Photovoltaik-Anlage: Welche Größe sollte der Batteriespeicher haben?

Die explodierenden Energiekosten sind für viele Familien ein Grund für das steigende Interesse an der autarken Stromversorgung. Wenn Sie sich für Photovoltaik entscheiden, sollte der richtige Speicher nicht fehlen. Denn nur so haben Sie die Möglichkeit, den tagsüber erzeugten Strom zum Beispiel in den Abendstunden zu verbrauchen. Wir erläutern Ihnen, worauf es beim Kauf Ihrer Batteriespeicher ankommt und welche Details Sie beachten sollten.

Welche Batteriespeicherarten gibt es?

Heute werden hauptsächlich Lithium-Batterien verwendet. Sie haben den Vorteil, dass sie lange halten und auch bei intensivem Gebrauch sehr effizient sind. Nicht ohne Grund werden diese Speicher auch für Kraftwerke und Elektroautos verwendet. Wenn Sie nach dem modernsten und ergiebigsten Batteriespeicher suchen, sind Sie mit Lithium-Ionen-Batterien am besten beraten.

Die optimale Speichergröße

Sie können sich an der Faustformel orientieren, die lautet: Bei 1.000 Kilowattstunden Stromverbrauch benötigen Sie Solarmodule mit 1 Kilowatt Leistung. Dazu kommt, dass Sie für 1 kW Leistung der Photovoltaik-Anlage 0,7 kWh Speicherkapazität einplanen sollten. Wenn Sie den Speicher nach diesen Kriterien auswählen, können Sie rund die Hälfte Ihres jährlichen Strombedarfs selbst erzeugen und damit Energiekosten sparen.

Batteriespeicher als Notstrom-Anlage, funktioniert das?

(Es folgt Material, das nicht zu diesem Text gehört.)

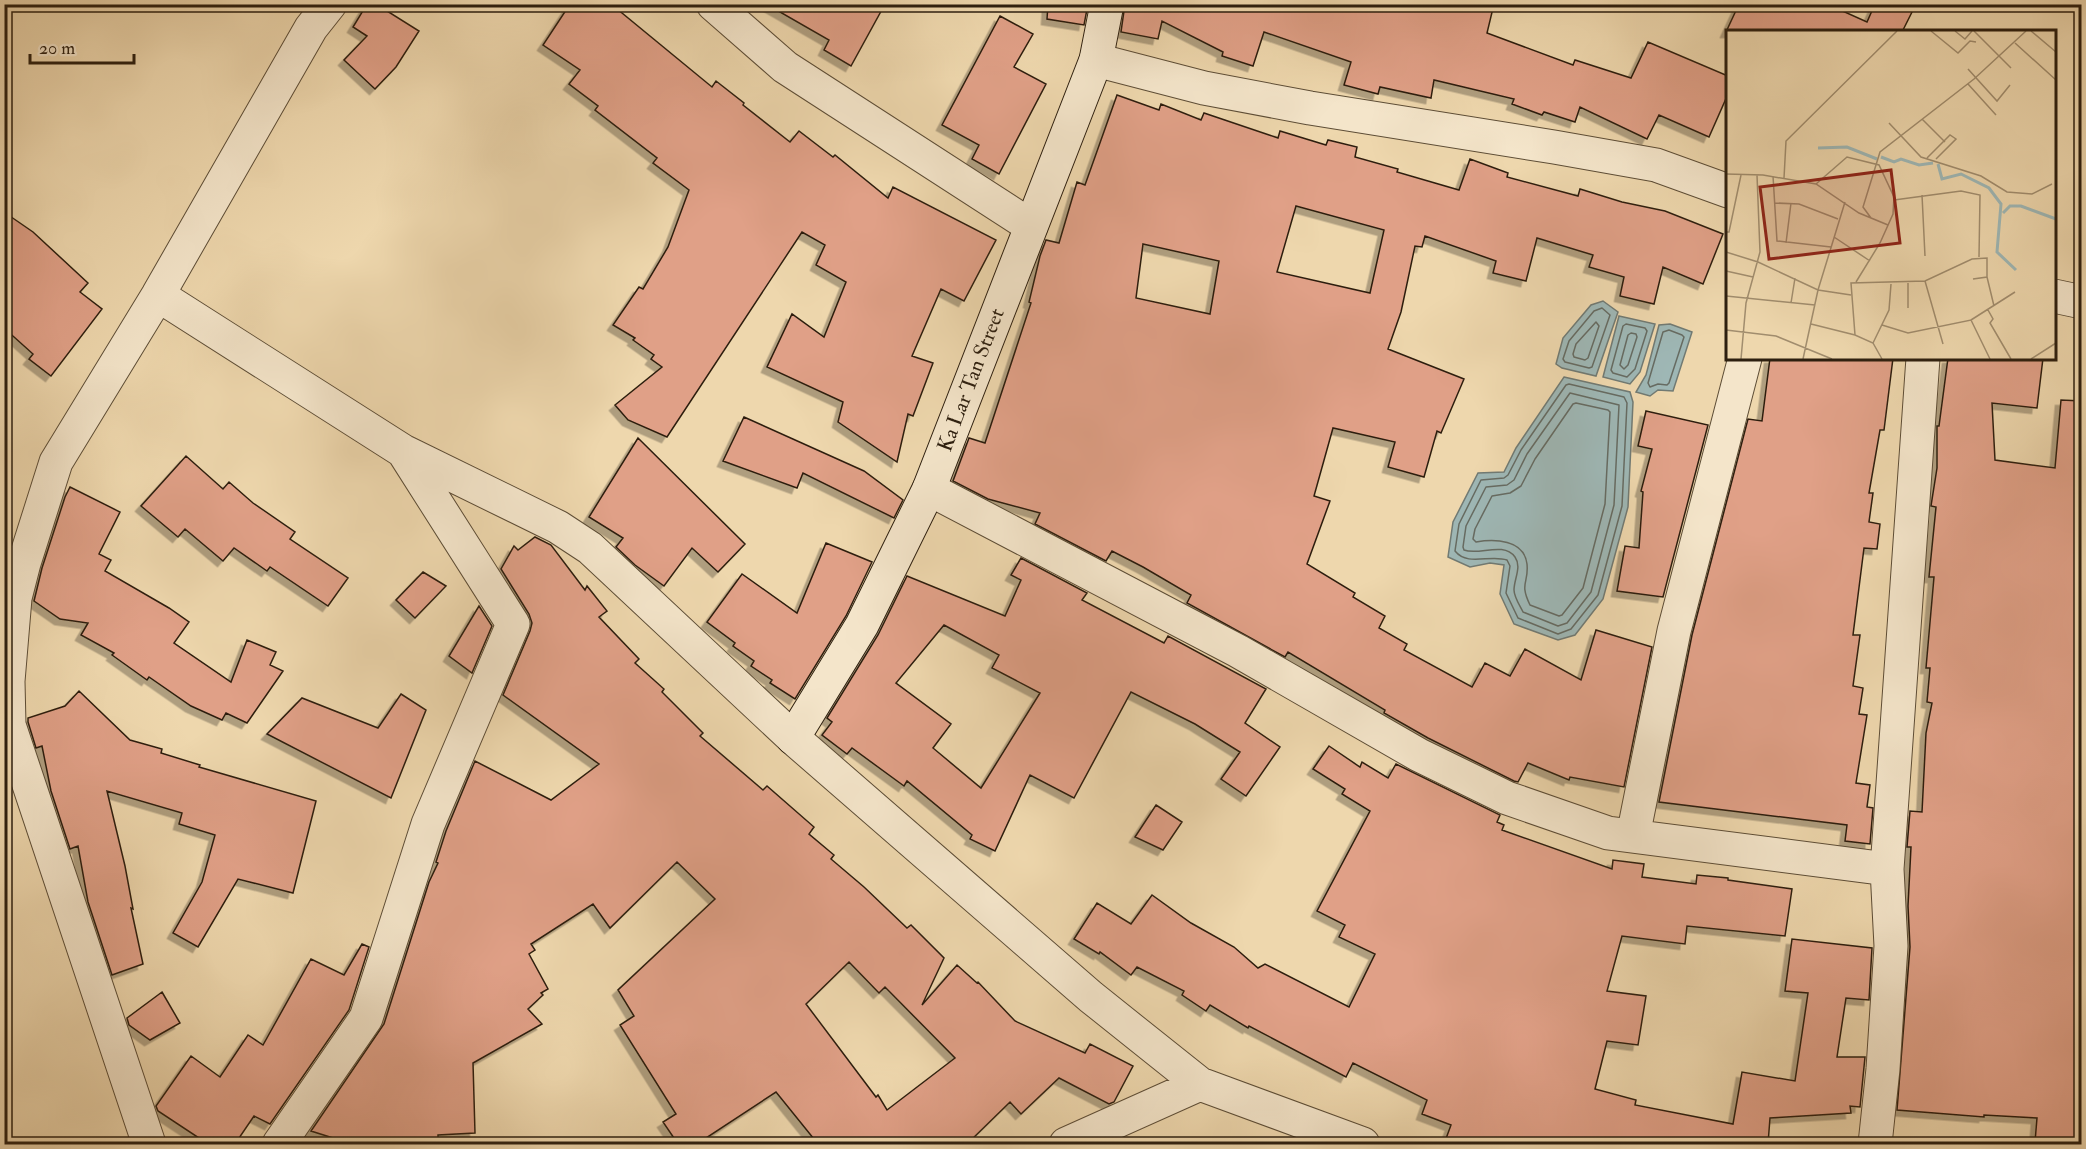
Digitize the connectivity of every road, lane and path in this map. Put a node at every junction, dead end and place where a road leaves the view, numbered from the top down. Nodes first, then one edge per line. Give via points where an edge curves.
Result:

Entscheiden Sie sich für einen notstromfähigen Speicher, kann er problemlos als Ersatzstromversorger dienen. Hierbei sollten Sie allerdings beachten, dass nicht jeder Speicher automatisch für die Notstromversorgung geeignet ist. Möchten Sie auf Nummer sicher gehen und mehr als eine Notstromsteckdose am Gerät nutzen, sollten Sie ich für ein Modell mit "Inselbetrieb" entscheiden. In diesem Fall werden Ihre Haushaltsgeräte kurzfristig über den Notstrom versorgt, sollte es zum Ausfall des Hauptstroms und zum Blackout kommen.

Die Sicherheit von Batteriespeichern

Lithium-Ionen-Batterien können leicht explodieren. Doch das heißt nicht, dass der Batteriespeicher unsicher wäre und ein Brandrisiko darstellt. Denn hier sind sich Experten einig: Die PV-Anlage mit Speicher erhöhen die Brandgefahr nicht mehr als ein Kühlschrank, eine Waschmaschine oder ein Geschirrspüler. Und diese Geräte sind in jedem Haushalt zu finden, ohne dass Sie sich Sorgen um einen möglichen Brand machen.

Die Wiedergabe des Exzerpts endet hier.